◆ What the exercise asks
Every record has to be written out exactly, with no line missing.

++++

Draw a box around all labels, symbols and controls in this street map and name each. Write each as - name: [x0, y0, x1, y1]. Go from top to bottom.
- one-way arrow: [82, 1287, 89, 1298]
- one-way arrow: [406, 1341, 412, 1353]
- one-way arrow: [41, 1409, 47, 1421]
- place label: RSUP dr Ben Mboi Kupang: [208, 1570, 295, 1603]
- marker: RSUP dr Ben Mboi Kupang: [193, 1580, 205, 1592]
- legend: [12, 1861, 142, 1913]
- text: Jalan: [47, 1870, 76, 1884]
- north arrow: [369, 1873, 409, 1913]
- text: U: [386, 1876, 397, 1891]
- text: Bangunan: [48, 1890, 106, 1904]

++++

◆ Completed exercise
Draw a box around all labels, symbols and controls in this street map and name each. Write each as - name: [x0, y0, x1, y1]. Go from top to bottom.
- one-way arrow: [82, 1287, 89, 1298]
- one-way arrow: [406, 1341, 412, 1353]
- one-way arrow: [41, 1409, 47, 1421]
- place label: RSUP dr Ben Mboi Kupang: [208, 1570, 295, 1603]
- marker: RSUP dr Ben Mboi Kupang: [193, 1580, 205, 1592]
- legend: [12, 1861, 142, 1913]
- text: Jalan: [47, 1870, 76, 1884]
- north arrow: [369, 1873, 409, 1913]
- text: U: [386, 1876, 397, 1891]
- text: Bangunan: [48, 1890, 106, 1904]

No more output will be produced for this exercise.